● **Problem description**:
Read through the data and count the lines that contain the string "hand"; give only the result.

Per-instance keypoint data:

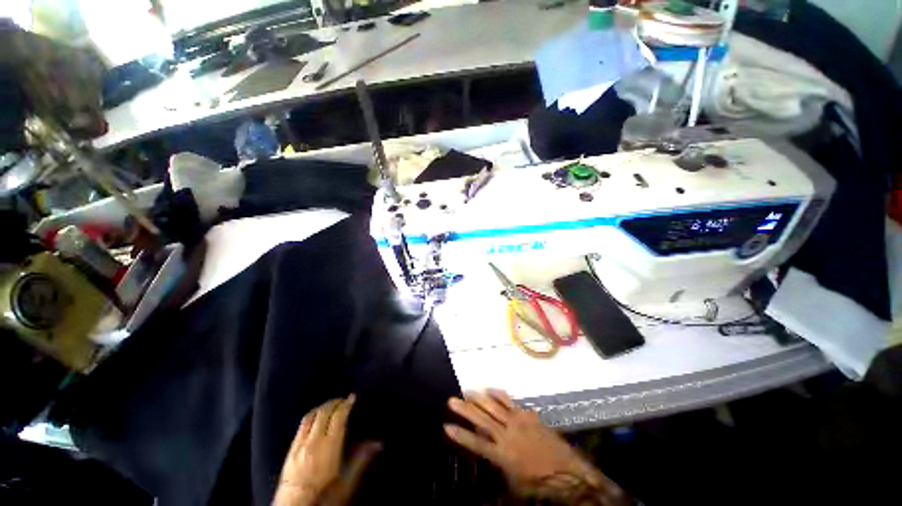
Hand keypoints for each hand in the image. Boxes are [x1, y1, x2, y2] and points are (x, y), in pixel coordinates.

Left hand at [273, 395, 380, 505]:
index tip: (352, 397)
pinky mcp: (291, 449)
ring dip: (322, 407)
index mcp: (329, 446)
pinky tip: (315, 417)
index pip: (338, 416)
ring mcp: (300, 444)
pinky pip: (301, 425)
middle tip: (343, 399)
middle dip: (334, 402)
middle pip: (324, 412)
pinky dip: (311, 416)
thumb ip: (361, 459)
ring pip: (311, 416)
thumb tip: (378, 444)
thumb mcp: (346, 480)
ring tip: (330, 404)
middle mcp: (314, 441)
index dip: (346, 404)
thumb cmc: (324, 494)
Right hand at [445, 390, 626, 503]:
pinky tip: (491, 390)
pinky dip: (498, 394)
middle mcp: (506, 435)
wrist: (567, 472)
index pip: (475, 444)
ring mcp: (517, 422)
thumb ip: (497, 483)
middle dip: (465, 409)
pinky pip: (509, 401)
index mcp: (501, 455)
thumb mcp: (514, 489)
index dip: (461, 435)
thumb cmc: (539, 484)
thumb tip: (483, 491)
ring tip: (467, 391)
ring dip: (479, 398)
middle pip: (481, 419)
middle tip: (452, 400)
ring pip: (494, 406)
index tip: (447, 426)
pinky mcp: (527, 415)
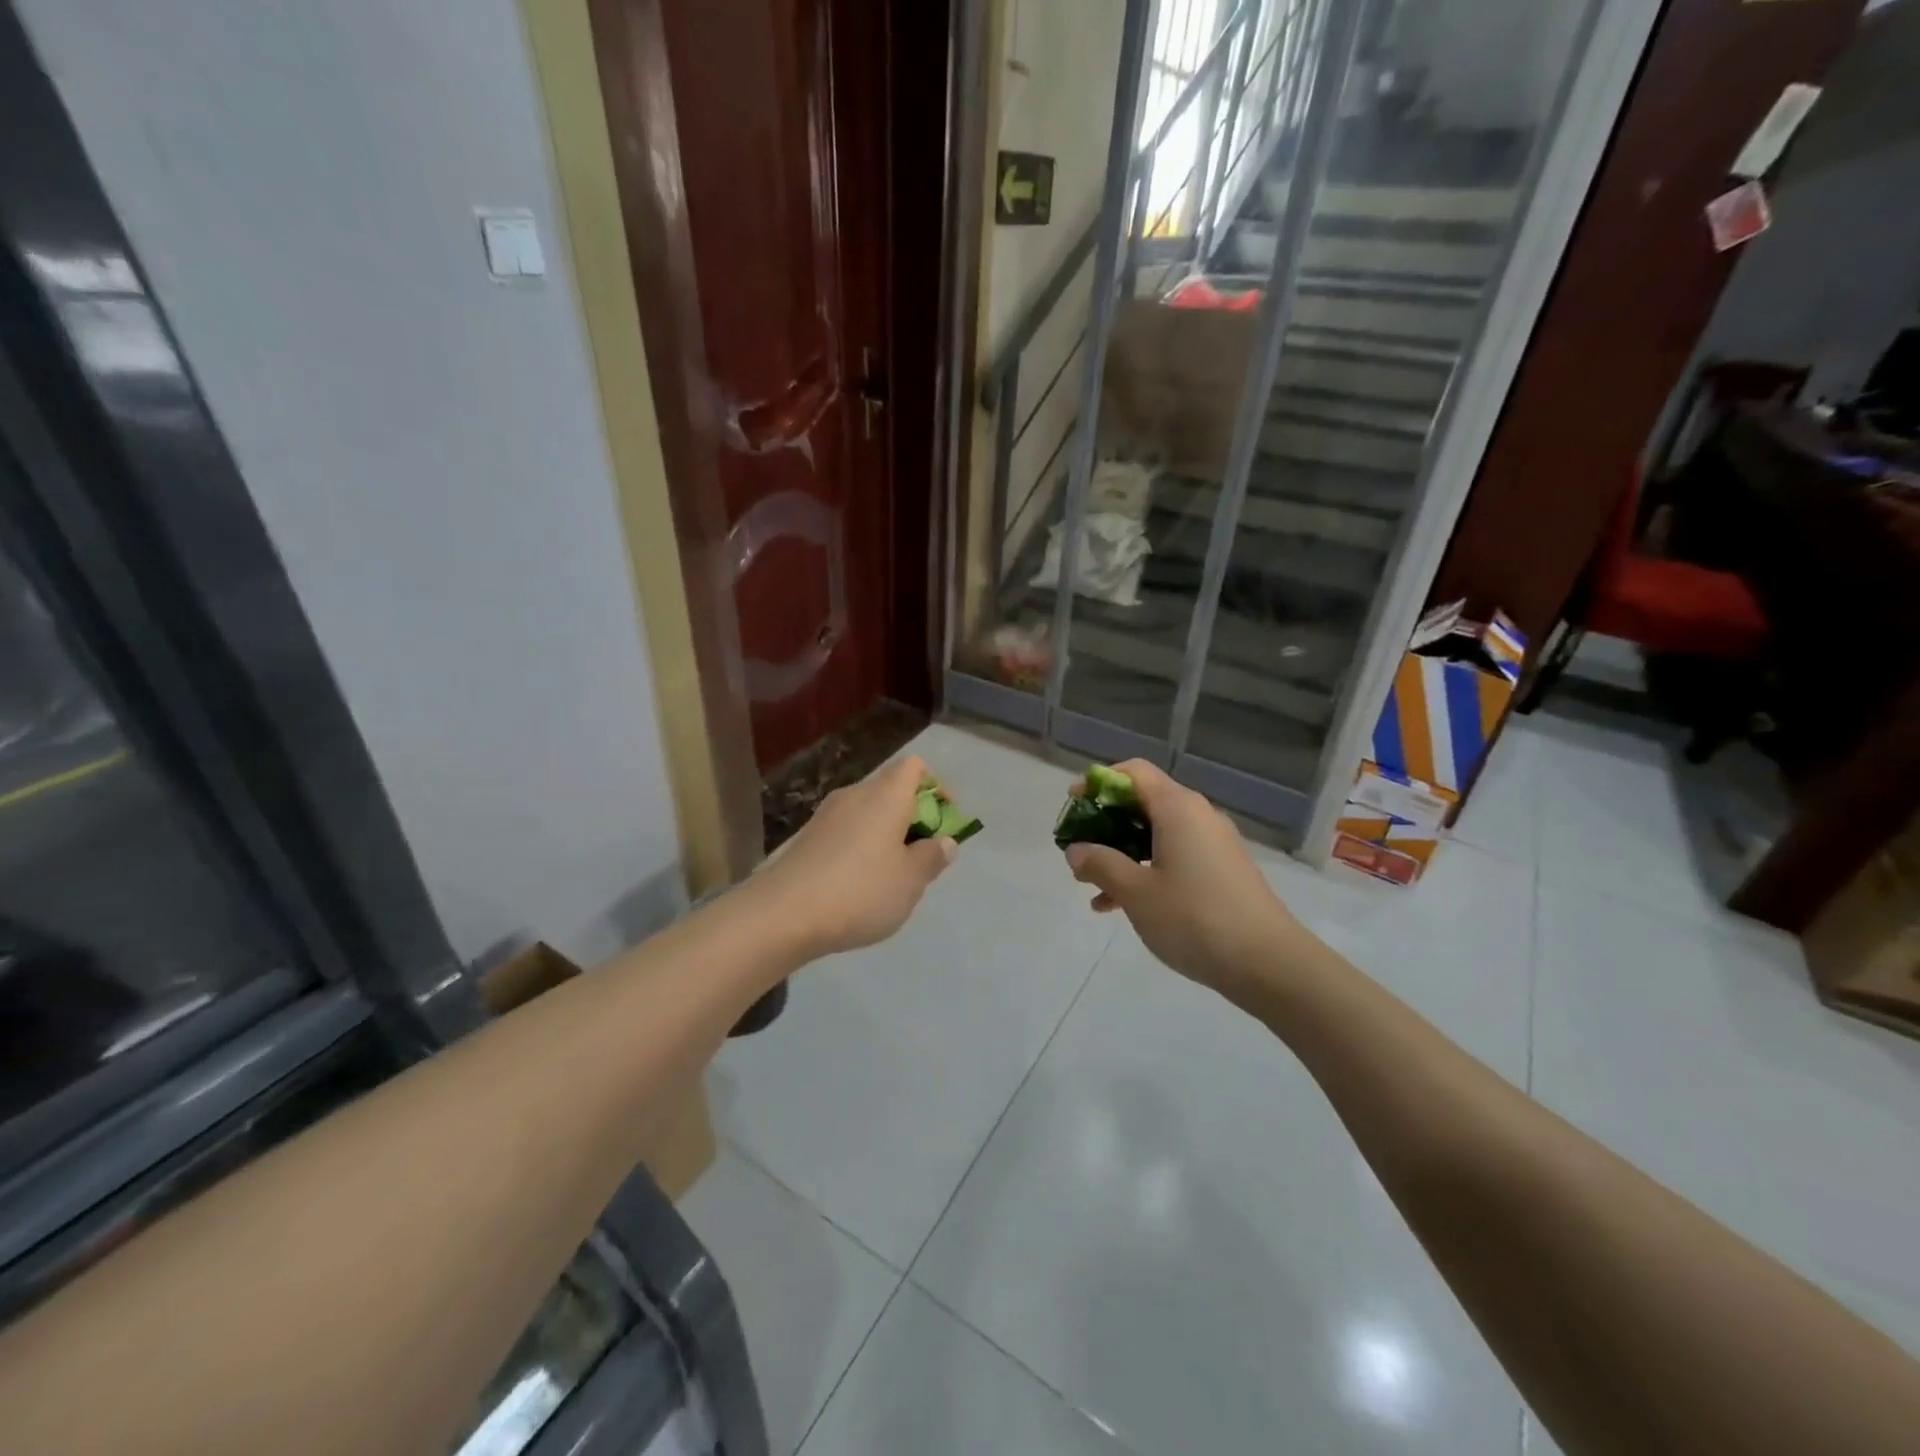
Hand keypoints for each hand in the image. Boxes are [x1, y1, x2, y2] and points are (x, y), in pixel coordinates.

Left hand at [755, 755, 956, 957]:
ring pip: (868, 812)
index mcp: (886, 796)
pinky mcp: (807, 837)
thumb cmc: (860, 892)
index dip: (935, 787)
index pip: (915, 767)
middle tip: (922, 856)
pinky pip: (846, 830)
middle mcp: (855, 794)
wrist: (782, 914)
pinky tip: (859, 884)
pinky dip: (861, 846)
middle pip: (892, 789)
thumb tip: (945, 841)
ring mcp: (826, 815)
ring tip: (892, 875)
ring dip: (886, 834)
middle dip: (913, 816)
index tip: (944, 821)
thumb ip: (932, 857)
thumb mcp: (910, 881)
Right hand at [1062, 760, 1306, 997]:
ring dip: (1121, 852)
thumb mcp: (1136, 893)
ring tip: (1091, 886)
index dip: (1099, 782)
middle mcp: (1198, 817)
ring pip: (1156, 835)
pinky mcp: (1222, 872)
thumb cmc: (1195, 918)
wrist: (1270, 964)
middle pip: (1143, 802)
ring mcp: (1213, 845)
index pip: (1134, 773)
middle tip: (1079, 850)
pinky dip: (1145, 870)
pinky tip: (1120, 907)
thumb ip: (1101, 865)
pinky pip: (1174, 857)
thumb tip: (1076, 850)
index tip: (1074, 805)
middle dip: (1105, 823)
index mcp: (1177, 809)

...

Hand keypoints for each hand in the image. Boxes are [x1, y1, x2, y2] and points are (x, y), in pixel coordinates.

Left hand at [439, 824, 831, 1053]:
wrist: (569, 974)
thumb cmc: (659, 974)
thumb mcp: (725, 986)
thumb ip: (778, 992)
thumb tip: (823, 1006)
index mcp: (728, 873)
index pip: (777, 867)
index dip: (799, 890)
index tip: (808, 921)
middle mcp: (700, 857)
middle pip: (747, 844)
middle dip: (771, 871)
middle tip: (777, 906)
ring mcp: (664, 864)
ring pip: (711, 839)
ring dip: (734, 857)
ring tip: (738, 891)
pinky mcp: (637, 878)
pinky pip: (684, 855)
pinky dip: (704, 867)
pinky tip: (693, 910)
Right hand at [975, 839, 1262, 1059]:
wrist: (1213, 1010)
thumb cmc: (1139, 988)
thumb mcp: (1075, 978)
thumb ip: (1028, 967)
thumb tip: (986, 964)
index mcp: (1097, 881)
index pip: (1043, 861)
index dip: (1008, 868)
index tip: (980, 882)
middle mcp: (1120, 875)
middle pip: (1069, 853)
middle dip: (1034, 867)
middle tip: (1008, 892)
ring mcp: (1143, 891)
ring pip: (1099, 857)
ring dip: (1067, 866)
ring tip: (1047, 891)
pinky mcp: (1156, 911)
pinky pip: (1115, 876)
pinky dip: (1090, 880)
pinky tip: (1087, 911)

● **Task answer**:
9